BEGIN RECORDED DATA
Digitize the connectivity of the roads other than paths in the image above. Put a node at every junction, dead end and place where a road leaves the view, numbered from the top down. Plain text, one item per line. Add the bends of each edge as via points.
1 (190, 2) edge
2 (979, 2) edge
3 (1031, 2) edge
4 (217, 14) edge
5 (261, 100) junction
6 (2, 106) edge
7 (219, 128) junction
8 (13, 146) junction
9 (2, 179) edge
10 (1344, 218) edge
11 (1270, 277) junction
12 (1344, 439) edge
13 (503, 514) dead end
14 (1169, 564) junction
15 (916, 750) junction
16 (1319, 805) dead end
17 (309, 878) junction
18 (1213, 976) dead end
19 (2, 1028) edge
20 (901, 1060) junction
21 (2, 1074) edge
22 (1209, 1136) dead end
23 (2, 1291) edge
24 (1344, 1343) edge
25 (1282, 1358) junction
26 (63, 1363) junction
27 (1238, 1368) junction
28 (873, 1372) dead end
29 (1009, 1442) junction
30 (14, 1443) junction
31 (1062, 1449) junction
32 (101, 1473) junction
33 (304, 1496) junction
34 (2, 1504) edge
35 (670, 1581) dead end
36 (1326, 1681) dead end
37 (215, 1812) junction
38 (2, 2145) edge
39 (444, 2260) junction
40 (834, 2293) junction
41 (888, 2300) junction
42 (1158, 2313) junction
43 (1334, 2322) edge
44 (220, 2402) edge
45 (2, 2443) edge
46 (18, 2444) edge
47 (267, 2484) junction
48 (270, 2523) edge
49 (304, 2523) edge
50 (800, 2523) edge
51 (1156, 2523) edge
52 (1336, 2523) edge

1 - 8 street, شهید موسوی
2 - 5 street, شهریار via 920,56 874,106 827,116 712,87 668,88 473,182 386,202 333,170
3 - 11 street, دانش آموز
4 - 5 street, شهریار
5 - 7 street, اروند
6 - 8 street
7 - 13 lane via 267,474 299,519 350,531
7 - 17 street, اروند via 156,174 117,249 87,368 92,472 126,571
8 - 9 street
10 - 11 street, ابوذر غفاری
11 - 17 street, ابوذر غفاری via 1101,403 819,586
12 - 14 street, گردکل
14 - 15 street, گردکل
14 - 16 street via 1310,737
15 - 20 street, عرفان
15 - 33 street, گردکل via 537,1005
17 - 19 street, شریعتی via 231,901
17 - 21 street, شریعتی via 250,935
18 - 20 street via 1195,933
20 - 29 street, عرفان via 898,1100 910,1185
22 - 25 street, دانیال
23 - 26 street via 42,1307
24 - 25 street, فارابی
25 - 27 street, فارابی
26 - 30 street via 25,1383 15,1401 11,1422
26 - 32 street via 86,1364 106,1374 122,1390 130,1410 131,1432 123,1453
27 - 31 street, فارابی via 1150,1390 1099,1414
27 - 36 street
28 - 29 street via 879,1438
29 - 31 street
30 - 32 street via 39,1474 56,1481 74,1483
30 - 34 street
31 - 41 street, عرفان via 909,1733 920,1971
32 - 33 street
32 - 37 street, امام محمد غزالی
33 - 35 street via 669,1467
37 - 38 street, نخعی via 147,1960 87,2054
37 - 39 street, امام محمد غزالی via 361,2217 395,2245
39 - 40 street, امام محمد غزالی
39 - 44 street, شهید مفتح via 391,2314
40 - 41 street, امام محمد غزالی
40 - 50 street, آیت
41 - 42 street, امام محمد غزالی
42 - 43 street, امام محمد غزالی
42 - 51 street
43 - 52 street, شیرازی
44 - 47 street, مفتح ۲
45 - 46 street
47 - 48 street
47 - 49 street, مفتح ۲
END RECORDED DATA
EXERCISE OBJECTIVE
Copy all lines from the listing that contain "شریعتی".

SOLUTION TO THIS PROBLEM
17 - 19 street, شریعتی via 231,901
17 - 21 street, شریعتی via 250,935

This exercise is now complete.